Collected data:
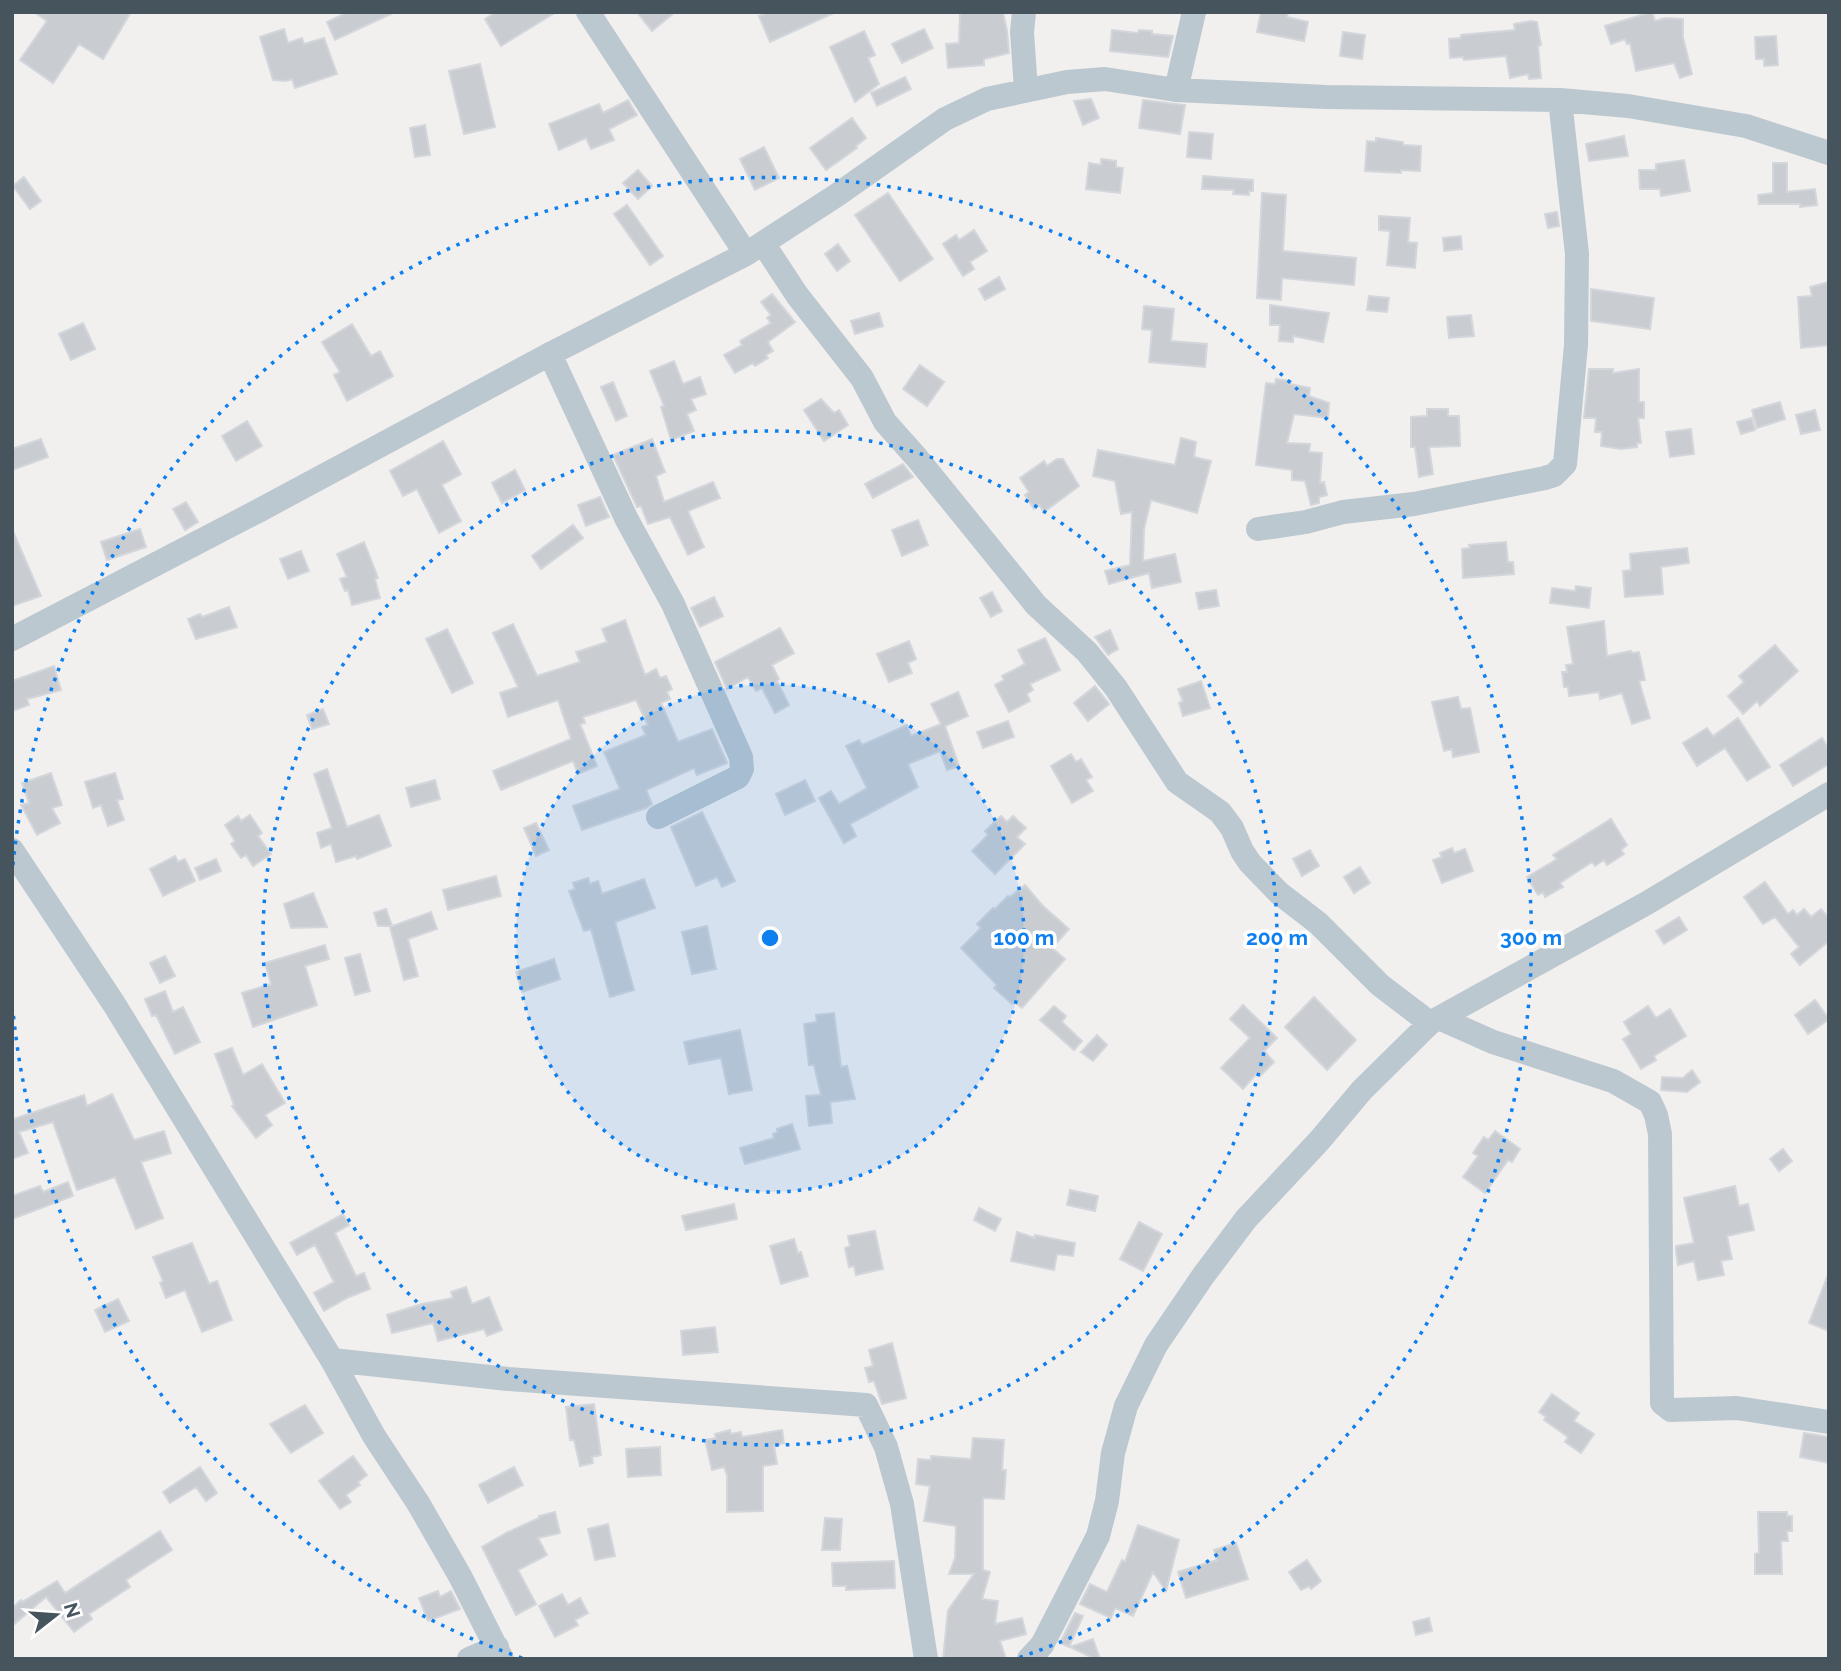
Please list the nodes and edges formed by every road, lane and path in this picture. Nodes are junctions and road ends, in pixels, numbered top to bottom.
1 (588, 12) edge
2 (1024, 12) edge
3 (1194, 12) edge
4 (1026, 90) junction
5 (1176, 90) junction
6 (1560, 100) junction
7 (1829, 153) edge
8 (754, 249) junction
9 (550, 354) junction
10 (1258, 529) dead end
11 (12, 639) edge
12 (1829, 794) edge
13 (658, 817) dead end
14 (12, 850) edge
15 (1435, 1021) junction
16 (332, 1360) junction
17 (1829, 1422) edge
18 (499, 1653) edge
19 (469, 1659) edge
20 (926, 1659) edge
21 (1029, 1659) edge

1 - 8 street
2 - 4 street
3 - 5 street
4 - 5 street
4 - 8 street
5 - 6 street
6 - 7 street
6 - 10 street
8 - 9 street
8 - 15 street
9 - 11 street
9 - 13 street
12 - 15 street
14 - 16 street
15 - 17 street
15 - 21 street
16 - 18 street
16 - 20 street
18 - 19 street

#### PROBLEM TO SOLVE:
Return every entry above exactly. Pictures stay out.

#### RESPONSE BOX:
Please list the nodes and edges formed by every road, lane and path in this picture. Nodes are junctions and road ends, in pixels, numbered top to bottom.
1 (588, 12) edge
2 (1024, 12) edge
3 (1194, 12) edge
4 (1026, 90) junction
5 (1176, 90) junction
6 (1560, 100) junction
7 (1829, 153) edge
8 (754, 249) junction
9 (550, 354) junction
10 (1258, 529) dead end
11 (12, 639) edge
12 (1829, 794) edge
13 (658, 817) dead end
14 (12, 850) edge
15 (1435, 1021) junction
16 (332, 1360) junction
17 (1829, 1422) edge
18 (499, 1653) edge
19 (469, 1659) edge
20 (926, 1659) edge
21 (1029, 1659) edge

1 - 8 street
2 - 4 street
3 - 5 street
4 - 5 street
4 - 8 street
5 - 6 street
6 - 7 street
6 - 10 street
8 - 9 street
8 - 15 street
9 - 11 street
9 - 13 street
12 - 15 street
14 - 16 street
15 - 17 street
15 - 21 street
16 - 18 street
16 - 20 street
18 - 19 street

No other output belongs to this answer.